-------- Source data
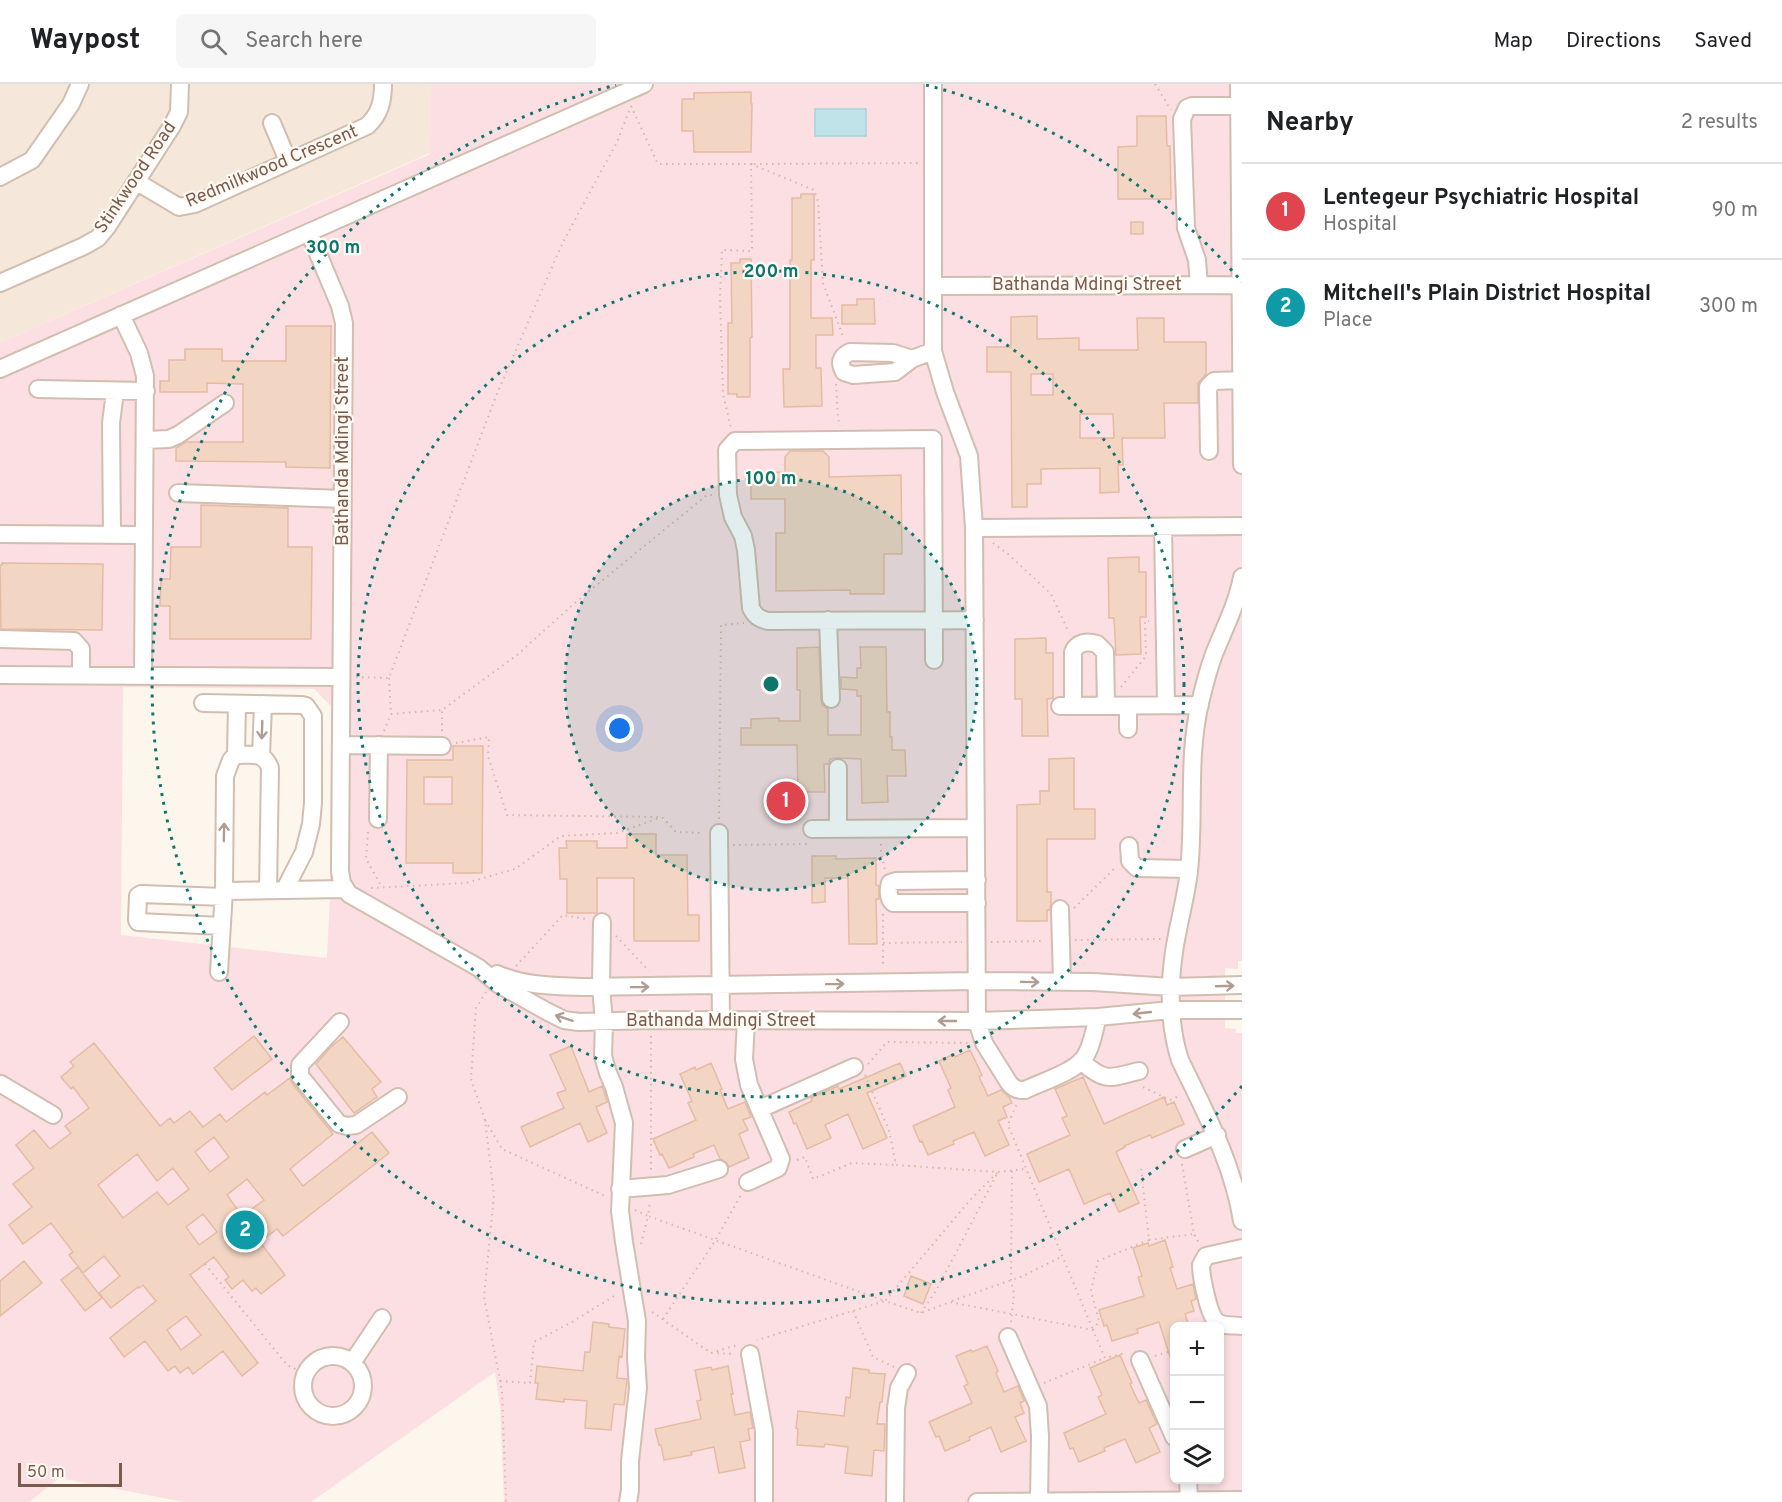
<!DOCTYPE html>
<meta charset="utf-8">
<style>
body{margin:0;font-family:Overpass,sans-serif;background:#f6f6f6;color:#202124}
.controls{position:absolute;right:18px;bottom:18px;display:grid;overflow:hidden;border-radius:9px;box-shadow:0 3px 9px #0003}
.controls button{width:54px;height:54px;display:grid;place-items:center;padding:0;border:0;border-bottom:2px solid #e0e0e0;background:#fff;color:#202124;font:30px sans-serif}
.scale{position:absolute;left:18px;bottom:15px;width:104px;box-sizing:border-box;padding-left:6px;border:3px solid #7a5c4d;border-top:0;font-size:16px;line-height:21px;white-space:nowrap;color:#7a5c4d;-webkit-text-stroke:4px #fffaf3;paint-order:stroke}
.you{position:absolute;left:620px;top:645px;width:21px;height:21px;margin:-15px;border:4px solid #fff;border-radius:50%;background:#1a73e8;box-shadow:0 0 0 9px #1a73e833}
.badge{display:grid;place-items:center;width:39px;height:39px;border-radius:50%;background:#2563eb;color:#fff;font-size:20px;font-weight:700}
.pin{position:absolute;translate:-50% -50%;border:3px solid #fff;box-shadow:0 2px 6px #0006}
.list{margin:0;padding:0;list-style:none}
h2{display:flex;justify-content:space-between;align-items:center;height:78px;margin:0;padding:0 24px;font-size:26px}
h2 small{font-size:20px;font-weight:400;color:#757577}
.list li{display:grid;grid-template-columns:39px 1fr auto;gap:18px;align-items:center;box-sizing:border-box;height:96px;padding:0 24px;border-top:2px solid #e0e0e0}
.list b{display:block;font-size:22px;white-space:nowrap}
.list p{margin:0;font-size:20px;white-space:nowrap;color:#757577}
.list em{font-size:20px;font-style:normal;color:#757577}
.icon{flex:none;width:33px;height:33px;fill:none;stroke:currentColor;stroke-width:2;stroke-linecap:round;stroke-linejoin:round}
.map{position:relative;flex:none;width:1242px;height:1418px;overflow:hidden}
header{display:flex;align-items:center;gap:36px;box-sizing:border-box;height:84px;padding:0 30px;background:#fff;border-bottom:2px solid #e0e0e0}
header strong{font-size:28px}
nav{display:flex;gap:33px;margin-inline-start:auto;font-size:21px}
.search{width:420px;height:54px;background:#f6f6f6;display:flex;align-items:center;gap:15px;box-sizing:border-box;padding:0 21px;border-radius:9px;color:#757577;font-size:22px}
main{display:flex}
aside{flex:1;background:#fff}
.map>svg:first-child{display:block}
.residential{fill:#f5e8da}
.medical{fill:#fbdfe3;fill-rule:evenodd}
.water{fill:#bfe3e8;stroke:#a5d3da;stroke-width:1.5}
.building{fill:#f3d5c3;stroke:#e6bba3;stroke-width:1.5;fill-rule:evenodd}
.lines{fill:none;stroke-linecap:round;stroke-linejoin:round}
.minor-casing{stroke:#d1beb0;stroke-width:20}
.path{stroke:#d9b8a5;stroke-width:2;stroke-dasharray:1.5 4.5;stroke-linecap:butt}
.minor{stroke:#fff;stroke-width:16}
.oneway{stroke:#af9d94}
.ring{fill:none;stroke:#0f766e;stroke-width:3;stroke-dasharray:3 6}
.labels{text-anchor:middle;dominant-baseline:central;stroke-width:4.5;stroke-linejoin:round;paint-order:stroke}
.street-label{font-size:18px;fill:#7a5c4d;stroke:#fffaf3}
.centre{fill:#0f766e;stroke:#fffaf3;stroke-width:3}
.ring-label{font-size:18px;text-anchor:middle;font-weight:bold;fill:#0f766e;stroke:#fffaf3;stroke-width:4.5;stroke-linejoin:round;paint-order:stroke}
</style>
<header>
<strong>Waypost</strong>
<div class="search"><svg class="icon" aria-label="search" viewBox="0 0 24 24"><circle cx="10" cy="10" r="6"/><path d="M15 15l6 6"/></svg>Search here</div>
<nav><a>Map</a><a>Directions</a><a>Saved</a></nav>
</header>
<main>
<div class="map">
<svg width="1242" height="1418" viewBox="0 0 1242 1418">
<rect width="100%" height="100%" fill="#fdf6ec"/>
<path class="residential" d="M0 0H431L430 69 0 259Z"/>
<path class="medical" d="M431 0H1242V877H1238V885L1225 884V944L1236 945V949H1242V1418H504L500 1322 495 1288 311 1418H184L59 1394 29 1418H0V259L430 70ZM123 603 314 605 331 622 330 813 327 874 121 851ZM1174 1242H1220V1396H1174Z"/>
<path class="water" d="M815 25H866V52H815Z"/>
<path class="building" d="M751 8V20H752L751 68H694L693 47H682V15H694V9Z
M1137 32H1166L1167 62H1170L1171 115H1118V63L1137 62Z
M801 110H814V176H811V234H832L833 251H816V284H821L822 322 784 323 783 285H790V176H792V114H801Z
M1131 138H1143V150H1131Z
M740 175H751L752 253 750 254V313H737V310H728V239H732L731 179H740Z
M857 215H874L875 240H842V221H857Z
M1037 232V255L1079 254V266H1138L1137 234H1164V258H1206V290L1198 299V319H1164L1165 354H1122L1123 381H1118L1119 408 1100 409V384L1041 385V400H1027V423H1012L1011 288H987V263H1011V233ZM1031 290H1053V311H1031ZM1080 330H1113L1114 354H1080Z
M286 242H331L330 384 286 383V378L176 377V364L186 358H243V300L207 299V308H160V297H169V276H185V265H222V277H286Z
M790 367H823L829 373V393L901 391 902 470H884V510H850V506L776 507V449H785V415H751V389L785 388V373Z
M201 421 288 424V463H312L311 555H170V522H160L161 495H170L171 463H201Z
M1139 473V488H1146V533H1140L1141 570 1116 571 1114 534H1109L1108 474Z
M2 479 103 480 102 546 1 545 0 481H2Z
M1046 554V569H1053V614L1047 615 1048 652H1022V615H1015V555Z
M819 563 821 615 822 621 828 625V651H861V612H857V606L841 605V593L857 594V584H861L860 563H886L887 628H890V653H892V666H905L906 692H887L888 718 862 719 861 675 837 674 830 675 829 680H824L825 708H798L797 661H741V644H751V635L779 634V637H800V606H797V564Z
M453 662H483L482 789H453V779H406L407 676H453ZM424 693H452V720H424Z
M1074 674V725H1095V755H1047V808H1051V819L1050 826H1047V837H1017V721L1040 720V707H1049V675Z
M627 750H656V771H687L688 831H699V857H634V794H597V829H567V795H560L559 764H567L566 757H597V764H627Z
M812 772H836V775L876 774V801L879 802V815H876L877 860H849L848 794H825V818L812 819Z
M254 952 272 975 232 1006 214 984Z
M343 953 381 998 372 1005 377 1013 354 1029 316 980 331 963Z
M94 959 160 1042 170 1034 174 1039 190 1027 203 1043 220 1030 226 1038 265 1008 267 1011 290 994 292 999 333 1050 290 1085 303 1102 372 1048 389 1069 283 1152 277 1145 260 1158 285 1191 261 1210 256 1204 252 1207 243 1196 232 1205 225 1196 229 1193 214 1173 190 1191 258 1279 242 1292 223 1267 193 1290 188 1283 180 1289 175 1282 168 1287 145 1257 124 1273 110 1254 156 1217 143 1201 139 1204 138 1203 111 1224 99 1209 120 1192 104 1172 83 1189 69 1171 73 1168 51 1139 23 1160 9 1141 32 1123 13 1100 34 1084 16 1061 34 1046 50 1065 71 1049 65 1042 89 1024 73 1003 71 1005 61 993 74 982 70 978ZM214 1053 229 1073 210 1088 195 1068ZM137 1070 157 1097 173 1084 189 1105 168 1121 157 1108 123 1134 98 1101ZM247 1095 264 1116 242 1132 227 1111ZM203 1130 217 1148 199 1161 186 1143ZM186 1232 201 1251 181 1266 167 1246Z
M571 962 589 1008 602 1002 604 1007 607 1018 596 1023 607 1049 588 1058 580 1039 530 1063 521 1043 564 1024 557 1009 566 1006 550 971Z
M970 966 982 991 979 993 988 1012 1001 1006 1009 1013 1012 1019 1003 1023 1007 1033 998 1037 1009 1061 985 1072 974 1048 953 1057 954 1060 928 1071 922 1057 920 1058 913 1042 955 1023 948 1006 951 1004 939 977 954 970 955 973Z
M711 979 722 1005 720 1006 728 1025 745 1018 751 1033 743 1036 748 1046 739 1050 749 1074 729 1083 726 1078 720 1075 714 1061 693 1070 694 1073 669 1084 662 1070 660 1071 653 1055 696 1036 688 1019 692 1017 680 990 695 983 696 986Z
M900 979 906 992 867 1009 887 1054 863 1065 848 1030 825 1041 831 1054 807 1065 796 1039 794 1040 789 1028 812 1017 811 1014 838 1002 839 1005Z
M1083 993 1104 1040 1164 1013 1167 1021 1174 1018 1184 1040 1152 1054 1150 1051 1124 1062 1125 1063 1116 1068 1139 1119 1119 1128 1110 1109 1084 1120 1069 1085 1039 1098 1027 1070 1070 1051 1062 1034 1067 1032 1055 1005Z
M1165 1156 1173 1183 1170 1184 1177 1205 1193 1200 1196 1215 1191 1217 1194 1227 1185 1230 1189 1242H1174V1278L1172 1279 1159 1238 1137 1245 1138 1249 1112 1257 1107 1241 1104 1242 1099 1226 1144 1212 1138 1193 1142 1192 1133 1164 1148 1159 1149 1162Z
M24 1177 42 1199 0 1232V1197Z
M78 1183 102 1214 85 1227 61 1196Z
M911 1192 931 1200 923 1220 904 1212Z
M593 1238 609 1240V1243L625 1245 622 1273 619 1272 617 1294 627 1295 624 1321 614 1320 611 1346 585 1344 587 1317 564 1315V1318L536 1315 538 1299H535L537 1282 583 1287 585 1268H590Z
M987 1262 998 1287 996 1289 1004 1308 1018 1302 1024 1317 1020 1319 1024 1329 1015 1333 1026 1357 1001 1368 991 1343 969 1353 970 1356 945 1367 939 1352 936 1353 929 1338 972 1319 964 1302 968 1300 956 1272 971 1266 972 1268Z
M1120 1271 1132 1299 1130 1300 1139 1319 1146 1316 1157 1340 1149 1344 1160 1368 1136 1379 1125 1355 1104 1364 1105 1367 1079 1378 1073 1364 1070 1365 1064 1349 1106 1330 1098 1313 1102 1311 1090 1284Z
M728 1282 733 1310H731L735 1331 750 1328 753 1344 748 1345 750 1356 740 1358 745 1384 719 1389 714 1363 691 1368 692 1371 664 1376 661 1361H659L655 1345 701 1335 697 1317 701 1316 695 1286 711 1283 712 1286Z
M853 1284 869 1286V1289L885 1290 882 1318H880L877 1340H885L884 1367 874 1366 872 1392 845 1389 848 1363 825 1360 824 1363 797 1361 798 1345 796 1344 798 1327 844 1332 846 1313 850 1314Z"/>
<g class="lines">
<defs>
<path id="minor" d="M933 0V267L945 308 969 372 974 444 977 937 984 959 1009 999C1014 1005 1017 1006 1025 1006 1041 998 1073 989 1084 974 1092 963 1094 946 1098 933
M1239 0 1242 381
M272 39 288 77
M0 93 32 76 71 20 80 0
M137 98 179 123 195 120 367 42C380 30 383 17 383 0
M309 148 340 222 344 239 340 787 342 799 349 810 479 884 498 900 548 928 564 936 579 938 651 936 977 937 1098 933 1171 926H1242
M0 199 84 162 98 154 107 143 172 42 179 28 180 0
M1199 201 1197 176 1186 144 1182 35 1187 24 1192 22H1239
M934 202 1241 201
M121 231 139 269 145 292 143 592
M912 275 893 269 850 268C840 273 839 279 844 288L853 291 895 288 912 275 933 267
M0 285 644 0
M38 305 146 307
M146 356 169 355 178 351 225 319
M1209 367 1208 303 1214 297 1241 296
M178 409 343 415
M1163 443 1166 621
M974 444 1242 442
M0 450 144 451
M112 451 111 339 115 307
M1242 493C1237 520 1224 545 1214 570 1208 586 1204 602 1200 619 1187 674 1195 731 1189 787 1186 814 1178 840 1174 868 1169 903 1169 942 1180 976 1205 1028 1233 1079 1242 1137
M828 536 831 615
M0 555 74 557 81 565V591
M934 576 933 355 735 357 727 366 728 411 733 433 743 452 746 466 751 524C755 532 759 535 768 537 837 536 906 537 975 536
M0 591 341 593
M203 619 302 621 306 622 313 632V719L311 740 304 768 285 805
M1060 622 1200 621
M1073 622V568C1077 558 1087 557 1097 560L1105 568 1106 622
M1128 622V645
M341 661 442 662
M236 671C251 671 264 667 270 684L268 806
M261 672 263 620
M838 684V745
M378 735 379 661
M812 745 976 744
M719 749 721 936
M1129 762 1130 777 1137 784 1189 785
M977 796 896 797 890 799C888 805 888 815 893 819H977
M224 807 345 805
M1060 825 1062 898
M602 838 601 903 604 938 603 972 608 989 614 1003 624 1039 620 1127 624 1158 637 1237 636 1273 638 1304 630 1377V1406L628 1418
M222 842 138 838 137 836 138 812 141 810 224 813
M219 888 224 807 225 692 231 676 236 671 237 620
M497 890C525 902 554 902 583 903L977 897 1093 898 1171 903 1242 901
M746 937 744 975 749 1001 781 1075 778 1084 748 1098
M340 938 300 981V992L339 1040 347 1042 356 1041 398 1013
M1081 977C1106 999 1109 994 1139 987
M1 1000 53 1031
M760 1025 854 983
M1185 1065 1217 1051
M620 1105 668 1101 719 1085
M1242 1164 1206 1172 1201 1181C1201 1192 1208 1227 1215 1236 1221 1243 1234 1241 1242 1242
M1008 1253 1038 1322 1040 1352 1039 1418
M750 1270 764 1347V1418
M303 1302a30 30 0 1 1 60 0a30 30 0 1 1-60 0Z
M1140 1276 1174 1353
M352 1279 382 1234
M1188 1396 1189 1416
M895 1418 896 1324 899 1304 907 1289
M977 1418 1242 1416"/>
</defs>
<use href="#minor" class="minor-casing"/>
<path class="path" d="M1155 0 1171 26
M631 22 658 80H751L752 167 722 166 720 214 723 310 731 344
M751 80 814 106 818 117 823 199 844 255
M754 80 919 79
M836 300 838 334 840 342
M993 459 1008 470 1051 510 1069 549
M356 593 389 594 496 312 563 158 617 58 631 22
M389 594 391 630 442 626 517 571 577 517 707 411H713
M1121 603 1146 572 1145 537H1149
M384 647 391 630
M442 647V626
M456 659 489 653 488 672 507 731 662 733 676 748 704 749
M719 735 721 541 744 539
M368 748 366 775 382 803
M881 760V769L885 786
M733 761 808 760
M371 804 466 799 515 785 561 752 617 749 659 734
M1074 824 1117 782
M883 830V884
M616 852 649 887
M1075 856 1162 855
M991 858 1045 857
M883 859 962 858
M516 882 563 831 586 835
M486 908 476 924 471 995 485 1036 494 1111 484 1213 502 1307 506 1418
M651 952V1088
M868 980 887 958 969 959
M865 991 889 1046 896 1081 998 1088 1025 1085
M1143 1003 1170 1016 1181 1011
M1016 1021 1008 1041 1093 1246
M485 1036 502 1065 605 1112
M797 1076 805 1073 813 1095 852 1079 895 1081
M1182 1080 1194 1150 1199 1159
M635 1126 648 1132 650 1117
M1149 1156 1193 1150
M641 1160 648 1132 885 1217 757 1256
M205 1180 287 1281 314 1294
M952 1217 1023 1192 1063 1172
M853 1227 873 1273 894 1283
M652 1228 711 1269 735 1270
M921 1229 937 1205 998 1088 971 1115 885 1217 921 1229 950 1218 1093 1246 1105 1274 1125 1269
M663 1235 715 1157 741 1111
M1011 1238 1014 1210 1011 1196 1012 1087
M1093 1246 1099 1237 1091 1207 1098 1177 1149 1156 1141 1084
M711 1269 737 1261
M1155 1272 1174 1266
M500 1297 530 1299 534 1258 572 1238 616 1211
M1044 1299 1105 1274"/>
<use href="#minor" class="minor"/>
</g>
<defs><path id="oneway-shaft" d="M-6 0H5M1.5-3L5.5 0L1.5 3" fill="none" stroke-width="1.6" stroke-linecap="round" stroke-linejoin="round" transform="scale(1.5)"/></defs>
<g class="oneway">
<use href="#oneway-shaft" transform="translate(262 646) rotate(92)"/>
<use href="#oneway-shaft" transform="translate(224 748) rotate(-89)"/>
<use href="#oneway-shaft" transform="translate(1030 898) rotate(1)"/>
<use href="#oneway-shaft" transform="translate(835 900) rotate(-1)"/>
<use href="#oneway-shaft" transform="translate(1225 902) rotate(-2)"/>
<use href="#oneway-shaft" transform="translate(640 903) rotate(-1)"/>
<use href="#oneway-shaft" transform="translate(1142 929) rotate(174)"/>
<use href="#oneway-shaft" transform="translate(564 934) rotate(-162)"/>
<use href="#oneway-shaft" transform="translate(947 937) rotate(-180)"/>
</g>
<circle cx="771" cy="600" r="206" fill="#0f766e" fill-opacity=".12"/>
<g class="ring">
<circle cx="771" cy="600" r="206"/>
<circle cx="771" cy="600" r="413"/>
<path d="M1242 1002A619 619 0 1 1 616 1M926 1A619 619 0 0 1 1242 198"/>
</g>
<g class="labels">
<g class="street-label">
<text transform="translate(272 83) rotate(-23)">Redmilkwood Crescent</text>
<text transform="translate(136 94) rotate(-56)">Stinkwood Road</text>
<text x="1087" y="201">Bathanda Mdingi Street</text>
<text transform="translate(343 367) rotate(-90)">Bathanda Mdingi Street</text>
<text x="721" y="937">Bathanda Mdingi Street</text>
</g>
</g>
<circle cx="771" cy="600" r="9" class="centre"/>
<g class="ring-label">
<text x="333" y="169">300 m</text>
<text x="771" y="193">200 m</text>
<text x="771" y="400">100 m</text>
</g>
</svg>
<div class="controls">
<button>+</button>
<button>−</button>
<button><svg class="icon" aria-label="layers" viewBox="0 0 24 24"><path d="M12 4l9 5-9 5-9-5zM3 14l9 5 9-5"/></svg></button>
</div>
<div class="scale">50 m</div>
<div class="you"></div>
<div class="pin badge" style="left:786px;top:717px;background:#e0444e">1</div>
<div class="pin badge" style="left:245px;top:1146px;background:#0f9aa8">2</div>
</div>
<aside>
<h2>Nearby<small>2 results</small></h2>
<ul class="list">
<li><span class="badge" style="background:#e0444e">1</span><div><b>Lentegeur Psychiatric Hospital</b><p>Hospital</p></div><em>90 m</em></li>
<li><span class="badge" style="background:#0f9aa8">2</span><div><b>Mitchell's Plain District Hospital</b><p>Place</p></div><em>300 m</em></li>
</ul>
</aside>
</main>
----------------
Task to carry out:
Look through the entries above and copy each line that has "white" in it.

Written answer:
.scale{position:absolute;left:18px;bottom:15px;width:104px;box-sizing:border-box;padding-left:6px;border:3px solid #7a5c4d;border-top:0;font-size:16px;line-height:21px;white-space:nowrap;color:#7a5c4d;-webkit-text-stroke:4px #fffaf3;paint-order:stroke}
.list b{display:block;font-size:22px;white-space:nowrap}
.list p{margin:0;font-size:20px;white-space:nowrap;color:#757577}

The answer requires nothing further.